▶ _What the task asks_
Wherever a picture appears, skip it and retype the rest of the data exactly.
*** Information given Section Begins ***
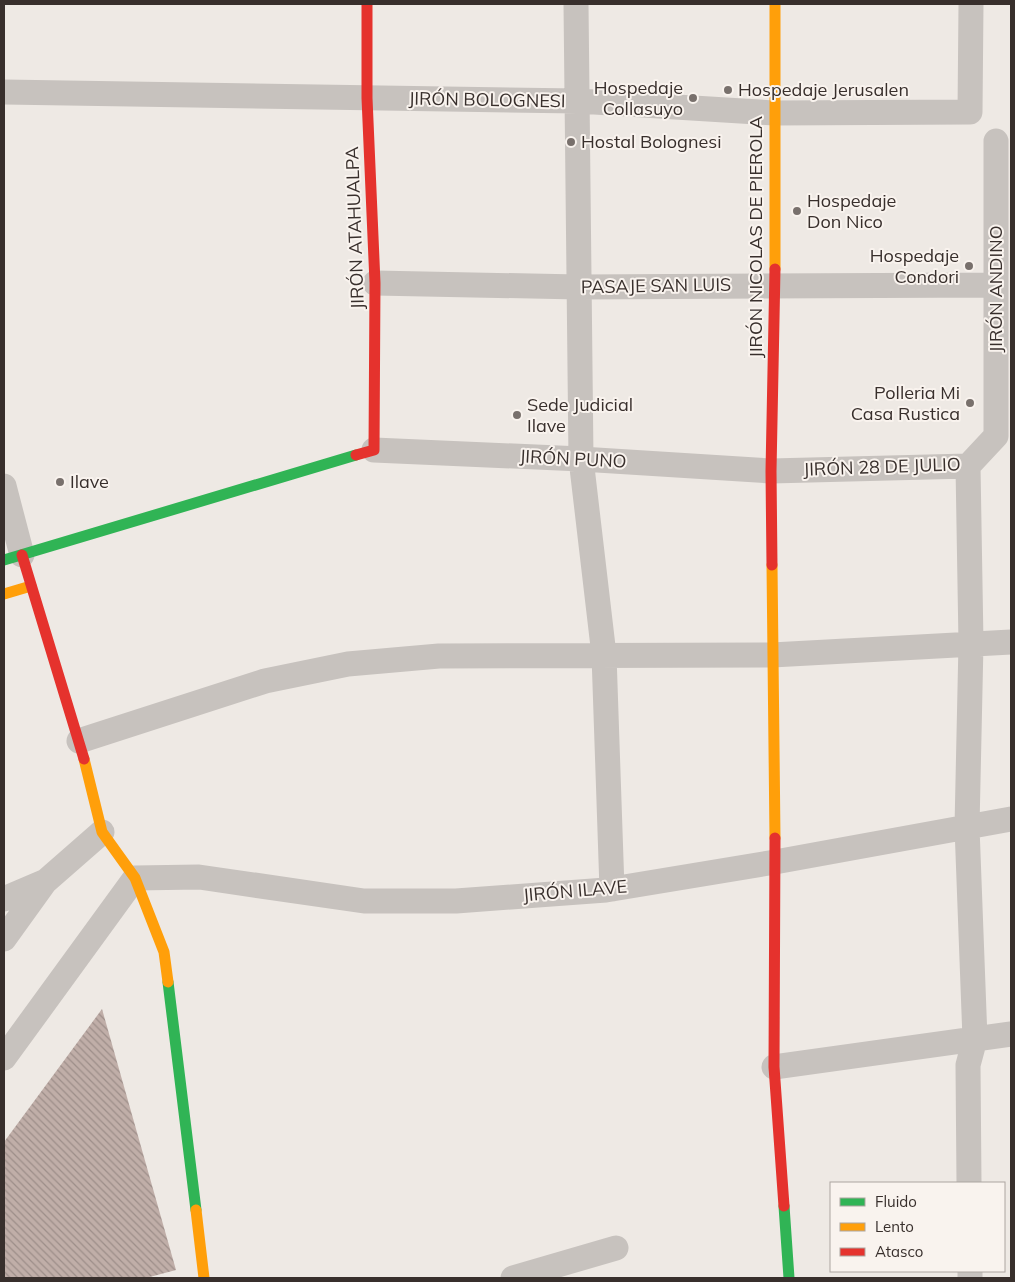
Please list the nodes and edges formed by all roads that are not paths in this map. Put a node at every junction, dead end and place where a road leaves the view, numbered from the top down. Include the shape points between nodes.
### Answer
1 (367, 4) edge
2 (576, 4) edge
3 (775, 4) edge
4 (971, 4) edge
5 (4, 92) edge
6 (367, 98) junction
7 (578, 101) junction
8 (970, 112) junction
9 (774, 113) junction
10 (1004, 142) edge
11 (375, 283) junction
12 (775, 285) junction
13 (996, 285) junction
14 (579, 287) junction
15 (1004, 436) edge
16 (374, 450) junction
17 (581, 459) junction
18 (968, 466) junction
19 (771, 471) junction
20 (4, 486) edge
21 (13, 557) edge
22 (31, 586) junction
23 (4, 594) edge
24 (1011, 642) edge
25 (972, 643) junction
26 (772, 655) junction
27 (604, 656) junction
28 (79, 741) junction
29 (1011, 819) edge
30 (967, 827) junction
31 (102, 832) junction
32 (775, 862) junction
33 (135, 878) junction
34 (46, 881) junction
35 (612, 889) junction
36 (4, 900) edge
37 (4, 939) edge
38 (1011, 1034) edge
39 (975, 1039) junction
40 (4, 1058) edge
41 (774, 1066) junction
42 (969, 1182) edge
43 (616, 1248) dead end
44 (204, 1278) edge
45 (513, 1278) edge
46 (789, 1278) edge

1 - 6 street, JIRÓN ATAHUALPA
2 - 7 street
3 - 9 street, JIRÓN NICOLAS DE PIEROLA
4 - 8 street
5 - 6 street, JIRÓN BOLOGNESI
6 - 7 street, JIRÓN BOLOGNESI
6 - 11 street, JIRÓN ATAHUALPA
7 - 9 street, JIRÓN BOLOGNESI
7 - 14 street
8 - 9 street, JIRÓN BOLOGNESI
8 - 10 street
9 - 12 street, JIRÓN NICOLAS DE PIEROLA
10 - 13 street, JIRÓN ANDINO
11 - 14 street, PASAJE SAN LUIS
11 - 16 street, JIRÓN ATAHUALPA
12 - 13 street, PASAJE SAN LUIS
12 - 14 street, PASAJE SAN LUIS
12 - 19 street, JIRÓN NICOLAS DE PIEROLA
13 - 15 street, JIRÓN ANDINO
14 - 17 street
15 - 18 street, JIRÓN 28 DE JULIO
16 - 17 street, JIRÓN PUNO
16 - 21 street
17 - 19 street, JIRÓN PUNO
17 - 27 street
18 - 19 street, JIRÓN 28 DE JULIO
18 - 25 street
19 - 26 street, JIRÓN NICOLAS DE PIEROLA
20 - 21 street
21 - 22 street
22 - 23 street
22 - 28 street
24 - 25 street
25 - 26 street
25 - 30 street
26 - 27 street
26 - 32 street, JIRÓN NICOLAS DE PIEROLA
27 - 28 street via 439,656 348,664 265,680
27 - 35 street
28 - 31 street
29 - 30 street, JIRÓN ILAVE
30 - 32 street, JIRÓN ILAVE
30 - 39 street
31 - 33 street
31 - 34 street
32 - 35 street, JIRÓN ILAVE
32 - 41 street, JIRÓN NICOLAS DE PIEROLA
33 - 35 street, JIRÓN ILAVE via 199,877 364,901 456,901
33 - 40 street
33 - 44 street via 164,952
34 - 36 street
34 - 37 street
38 - 39 street
39 - 41 street
39 - 42 street via 968,1065
41 - 46 street, JIRÓN NICOLAS DE PIEROLA
43 - 45 street

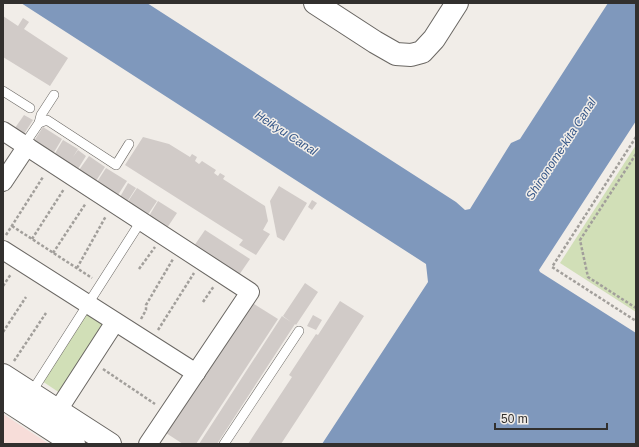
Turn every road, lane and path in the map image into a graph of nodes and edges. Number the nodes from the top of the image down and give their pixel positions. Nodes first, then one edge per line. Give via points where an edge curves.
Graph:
1 (315, 3) edge
2 (457, 3) edge
3 (3, 91) edge
4 (54, 95) dead end
5 (30, 108) dead end
6 (39, 123) junction
7 (3, 131) edge
8 (636, 137) edge
9 (129, 144) dead end
10 (26, 146) junction
11 (636, 154) edge
12 (52, 163) junction
13 (72, 176) junction
14 (3, 182) edge
15 (94, 190) junction
16 (113, 203) junction
17 (141, 221) junction
18 (12, 226) junction
19 (163, 236) junction
20 (32, 239) junction
21 (3, 240) edge
22 (180, 247) junction
23 (3, 250) edge
24 (53, 253) junction
25 (202, 261) junction
26 (77, 268) junction
27 (139, 269) dead end
28 (101, 284) junction
29 (26, 297) dead end
30 (88, 304) junction
31 (636, 308) edge
32 (46, 313) dead end
33 (636, 321) edge
34 (116, 322) junction
35 (299, 331) dead end
36 (3, 332) edge
37 (132, 333) junction
38 (150, 344) junction
39 (90, 360) junction
40 (196, 374) junction
41 (9, 387) edge
42 (58, 410) junction
43 (169, 413) junction
44 (74, 444) edge
45 (110, 444) edge
46 (148, 444) edge
47 (224, 444) edge

1 - 2 street via 396,54 411,55 422,52 434,39
3 - 5 lane
4 - 6 lane via 41,115
6 - 9 lane via 47,120 116,165
6 - 10 lane
7 - 10 street
8 - 33 path via 552,267
10 - 12 street
10 - 14 street
11 - 31 path via 580,240 588,277
12 - 13 street
12 - 18 path
13 - 15 street
13 - 20 path
15 - 16 street
15 - 24 path
16 - 17 street
16 - 26 path
17 - 19 street
17 - 28 lane
18 - 20 path
18 - 21 path
19 - 22 street
19 - 27 path
20 - 24 path
22 - 25 street
22 - 37 path
23 - 30 street
24 - 26 path
25 - 38 path
25 - 40 street via 250,292
26 - 28 path
28 - 30 lane
29 - 36 path
30 - 34 street
30 - 41 lane
32 - 41 path
34 - 37 street
34 - 39 street
35 - 47 lane
37 - 38 street
38 - 40 street
39 - 42 street
39 - 43 path
40 - 43 street
41 - 42 street
41 - 44 street
42 - 45 street
43 - 46 street

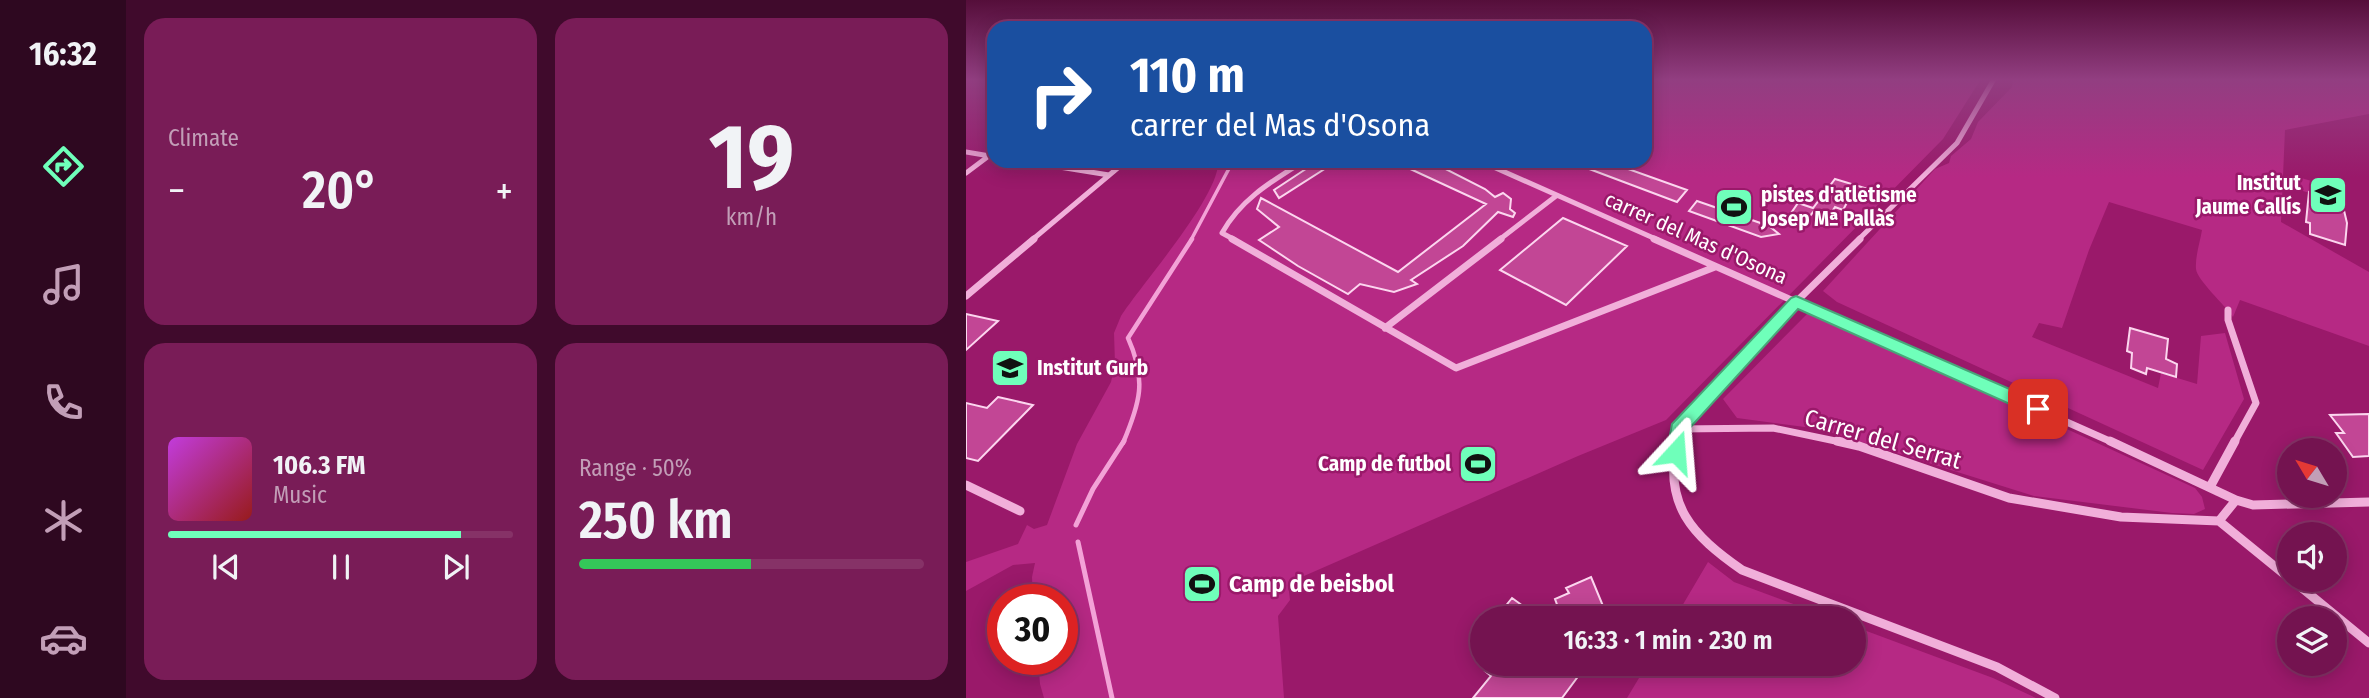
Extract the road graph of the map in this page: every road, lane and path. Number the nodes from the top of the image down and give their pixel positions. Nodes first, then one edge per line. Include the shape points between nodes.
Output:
1 (1975, 112) edge
2 (966, 152) edge
3 (987, 154) edge
4 (987, 158) edge
5 (1066, 168) edge
6 (1118, 168) edge
7 (1292, 168) edge
8 (1496, 168) edge
9 (966, 173) edge
10 (1110, 175) junction
11 (1556, 195) junction
12 (1716, 266) junction
13 (966, 296) edge
14 (1796, 302) junction
15 (2228, 310) dead end
16 (1385, 328) junction
17 (1679, 429) junction
18 (966, 485) edge
19 (2210, 486) junction
20 (2236, 500) junction
21 (2369, 502) edge
22 (1020, 511) dead end
23 (2219, 521) junction
24 (2277, 568) edge
25 (2306, 592) edge
26 (2369, 643) edge
27 (2055, 698) edge

1 - 14 street via 1957,143
2 - 3 street
4 - 9 street
5 - 10 street
6 - 10 street
7 - 16 street via 1260,187 1231,214 1222,233
8 - 11 street, carrer del Mas d'Osona
10 - 13 street
11 - 12 street, carrer del Mas d'Osona
11 - 16 street
12 - 14 street, carrer del Mas d'Osona
12 - 16 street via 1455,368
14 - 17 street
14 - 19 street, carrer del Mas d'Osona
15 - 19 street via 2256,403
17 - 23 street, Carrer del Serrat via 1773,428 1858,446 2009,498 2121,517
17 - 27 street via 1671,481 1687,521 1721,556 1742,570 1997,667
18 - 22 street
19 - 20 street, carrer del Mas d'Osona
20 - 21 street, carrer del Mas d'Osona via 2253,505
20 - 23 street
23 - 24 street
25 - 26 street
*** Information given Section Ends ***
▶ _Written response_
Please list the nodes and edges formed by all roads that are not paths in this map. Put a node at every junction, dead end and place where a road leaves the view, numbered from the top down. Include the shape points between nodes.
### Answer
1 (367, 4) edge
2 (576, 4) edge
3 (775, 4) edge
4 (971, 4) edge
5 (4, 92) edge
6 (367, 98) junction
7 (578, 101) junction
8 (970, 112) junction
9 (774, 113) junction
10 (1004, 142) edge
11 (375, 283) junction
12 (775, 285) junction
13 (996, 285) junction
14 (579, 287) junction
15 (1004, 436) edge
16 (374, 450) junction
17 (581, 459) junction
18 (968, 466) junction
19 (771, 471) junction
20 (4, 486) edge
21 (13, 557) edge
22 (31, 586) junction
23 (4, 594) edge
24 (1011, 642) edge
25 (972, 643) junction
26 (772, 655) junction
27 (604, 656) junction
28 (79, 741) junction
29 (1011, 819) edge
30 (967, 827) junction
31 (102, 832) junction
32 (775, 862) junction
33 (135, 878) junction
34 (46, 881) junction
35 (612, 889) junction
36 (4, 900) edge
37 (4, 939) edge
38 (1011, 1034) edge
39 (975, 1039) junction
40 (4, 1058) edge
41 (774, 1066) junction
42 (969, 1182) edge
43 (616, 1248) dead end
44 (204, 1278) edge
45 (513, 1278) edge
46 (789, 1278) edge

1 - 6 street, JIRÓN ATAHUALPA
2 - 7 street
3 - 9 street, JIRÓN NICOLAS DE PIEROLA
4 - 8 street
5 - 6 street, JIRÓN BOLOGNESI
6 - 7 street, JIRÓN BOLOGNESI
6 - 11 street, JIRÓN ATAHUALPA
7 - 9 street, JIRÓN BOLOGNESI
7 - 14 street
8 - 9 street, JIRÓN BOLOGNESI
8 - 10 street
9 - 12 street, JIRÓN NICOLAS DE PIEROLA
10 - 13 street, JIRÓN ANDINO
11 - 14 street, PASAJE SAN LUIS
11 - 16 street, JIRÓN ATAHUALPA
12 - 13 street, PASAJE SAN LUIS
12 - 14 street, PASAJE SAN LUIS
12 - 19 street, JIRÓN NICOLAS DE PIEROLA
13 - 15 street, JIRÓN ANDINO
14 - 17 street
15 - 18 street, JIRÓN 28 DE JULIO
16 - 17 street, JIRÓN PUNO
16 - 21 street
17 - 19 street, JIRÓN PUNO
17 - 27 street
18 - 19 street, JIRÓN 28 DE JULIO
18 - 25 street
19 - 26 street, JIRÓN NICOLAS DE PIEROLA
20 - 21 street
21 - 22 street
22 - 23 street
22 - 28 street
24 - 25 street
25 - 26 street
25 - 30 street
26 - 27 street
26 - 32 street, JIRÓN NICOLAS DE PIEROLA
27 - 28 street via 439,656 348,664 265,680
27 - 35 street
28 - 31 street
29 - 30 street, JIRÓN ILAVE
30 - 32 street, JIRÓN ILAVE
30 - 39 street
31 - 33 street
31 - 34 street
32 - 35 street, JIRÓN ILAVE
32 - 41 street, JIRÓN NICOLAS DE PIEROLA
33 - 35 street, JIRÓN ILAVE via 199,877 364,901 456,901
33 - 40 street
33 - 44 street via 164,952
34 - 36 street
34 - 37 street
38 - 39 street
39 - 41 street
39 - 42 street via 968,1065
41 - 46 street, JIRÓN NICOLAS DE PIEROLA
43 - 45 street

Turn every road, lane and path in the map image into a graph of nodes and edges. Number the nodes from the top of the image down and give their pixel positions. Nodes first, then one edge per line. Give via points where an edge curves.
Graph:
1 (315, 3) edge
2 (457, 3) edge
3 (3, 91) edge
4 (54, 95) dead end
5 (30, 108) dead end
6 (39, 123) junction
7 (3, 131) edge
8 (636, 137) edge
9 (129, 144) dead end
10 (26, 146) junction
11 (636, 154) edge
12 (52, 163) junction
13 (72, 176) junction
14 (3, 182) edge
15 (94, 190) junction
16 (113, 203) junction
17 (141, 221) junction
18 (12, 226) junction
19 (163, 236) junction
20 (32, 239) junction
21 (3, 240) edge
22 (180, 247) junction
23 (3, 250) edge
24 (53, 253) junction
25 (202, 261) junction
26 (77, 268) junction
27 (139, 269) dead end
28 (101, 284) junction
29 (26, 297) dead end
30 (88, 304) junction
31 (636, 308) edge
32 (46, 313) dead end
33 (636, 321) edge
34 (116, 322) junction
35 (299, 331) dead end
36 (3, 332) edge
37 (132, 333) junction
38 (150, 344) junction
39 (90, 360) junction
40 (196, 374) junction
41 (9, 387) edge
42 (58, 410) junction
43 (169, 413) junction
44 (74, 444) edge
45 (110, 444) edge
46 (148, 444) edge
47 (224, 444) edge

1 - 2 street via 396,54 411,55 422,52 434,39
3 - 5 lane
4 - 6 lane via 41,115
6 - 9 lane via 47,120 116,165
6 - 10 lane
7 - 10 street
8 - 33 path via 552,267
10 - 12 street
10 - 14 street
11 - 31 path via 580,240 588,277
12 - 13 street
12 - 18 path
13 - 15 street
13 - 20 path
15 - 16 street
15 - 24 path
16 - 17 street
16 - 26 path
17 - 19 street
17 - 28 lane
18 - 20 path
18 - 21 path
19 - 22 street
19 - 27 path
20 - 24 path
22 - 25 street
22 - 37 path
23 - 30 street
24 - 26 path
25 - 38 path
25 - 40 street via 250,292
26 - 28 path
28 - 30 lane
29 - 36 path
30 - 34 street
30 - 41 lane
32 - 41 path
34 - 37 street
34 - 39 street
35 - 47 lane
37 - 38 street
38 - 40 street
39 - 42 street
39 - 43 path
40 - 43 street
41 - 42 street
41 - 44 street
42 - 45 street
43 - 46 street

Extract the road graph of the map in this page: every road, lane and path. Number the nodes from the top of the image down and give their pixel positions. Nodes first, then one edge per line. Include the shape points between nodes.
Output:
1 (1975, 112) edge
2 (966, 152) edge
3 (987, 154) edge
4 (987, 158) edge
5 (1066, 168) edge
6 (1118, 168) edge
7 (1292, 168) edge
8 (1496, 168) edge
9 (966, 173) edge
10 (1110, 175) junction
11 (1556, 195) junction
12 (1716, 266) junction
13 (966, 296) edge
14 (1796, 302) junction
15 (2228, 310) dead end
16 (1385, 328) junction
17 (1679, 429) junction
18 (966, 485) edge
19 (2210, 486) junction
20 (2236, 500) junction
21 (2369, 502) edge
22 (1020, 511) dead end
23 (2219, 521) junction
24 (2277, 568) edge
25 (2306, 592) edge
26 (2369, 643) edge
27 (2055, 698) edge

1 - 14 street via 1957,143
2 - 3 street
4 - 9 street
5 - 10 street
6 - 10 street
7 - 16 street via 1260,187 1231,214 1222,233
8 - 11 street, carrer del Mas d'Osona
10 - 13 street
11 - 12 street, carrer del Mas d'Osona
11 - 16 street
12 - 14 street, carrer del Mas d'Osona
12 - 16 street via 1455,368
14 - 17 street
14 - 19 street, carrer del Mas d'Osona
15 - 19 street via 2256,403
17 - 23 street, Carrer del Serrat via 1773,428 1858,446 2009,498 2121,517
17 - 27 street via 1671,481 1687,521 1721,556 1742,570 1997,667
18 - 22 street
19 - 20 street, carrer del Mas d'Osona
20 - 21 street, carrer del Mas d'Osona via 2253,505
20 - 23 street
23 - 24 street
25 - 26 street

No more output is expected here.